▸ Prompt: Find the lines of the data below that include "Beverlys". Report their number only.

▸ Dataset:
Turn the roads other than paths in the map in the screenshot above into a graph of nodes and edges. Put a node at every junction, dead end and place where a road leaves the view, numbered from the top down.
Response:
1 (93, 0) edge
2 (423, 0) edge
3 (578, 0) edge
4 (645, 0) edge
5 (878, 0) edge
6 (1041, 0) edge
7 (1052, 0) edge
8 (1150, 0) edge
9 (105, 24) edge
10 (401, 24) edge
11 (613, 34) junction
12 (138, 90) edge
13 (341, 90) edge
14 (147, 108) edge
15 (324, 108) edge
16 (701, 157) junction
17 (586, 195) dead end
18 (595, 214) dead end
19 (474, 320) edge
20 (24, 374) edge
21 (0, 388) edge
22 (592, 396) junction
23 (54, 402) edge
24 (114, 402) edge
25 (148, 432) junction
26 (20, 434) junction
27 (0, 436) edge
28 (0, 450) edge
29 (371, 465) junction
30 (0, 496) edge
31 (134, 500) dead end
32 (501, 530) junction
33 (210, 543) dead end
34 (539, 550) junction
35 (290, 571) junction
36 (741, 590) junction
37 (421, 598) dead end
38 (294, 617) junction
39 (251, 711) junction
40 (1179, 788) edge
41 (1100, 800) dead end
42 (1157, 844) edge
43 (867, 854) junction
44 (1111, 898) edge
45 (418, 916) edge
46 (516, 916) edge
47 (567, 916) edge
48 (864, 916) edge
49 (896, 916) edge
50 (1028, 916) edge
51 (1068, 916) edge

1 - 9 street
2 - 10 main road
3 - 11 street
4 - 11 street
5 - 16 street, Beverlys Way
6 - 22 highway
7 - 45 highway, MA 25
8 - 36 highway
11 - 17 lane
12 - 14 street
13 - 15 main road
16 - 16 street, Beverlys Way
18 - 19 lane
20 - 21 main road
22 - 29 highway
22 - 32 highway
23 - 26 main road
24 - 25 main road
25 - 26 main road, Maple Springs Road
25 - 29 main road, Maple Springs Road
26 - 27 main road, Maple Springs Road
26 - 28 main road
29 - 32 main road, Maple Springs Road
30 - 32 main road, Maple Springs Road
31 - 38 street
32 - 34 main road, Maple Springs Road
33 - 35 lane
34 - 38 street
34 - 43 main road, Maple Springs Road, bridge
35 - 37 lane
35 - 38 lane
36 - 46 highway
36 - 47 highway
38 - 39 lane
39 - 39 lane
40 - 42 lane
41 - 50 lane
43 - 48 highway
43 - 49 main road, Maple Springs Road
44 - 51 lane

▸ Task output: 2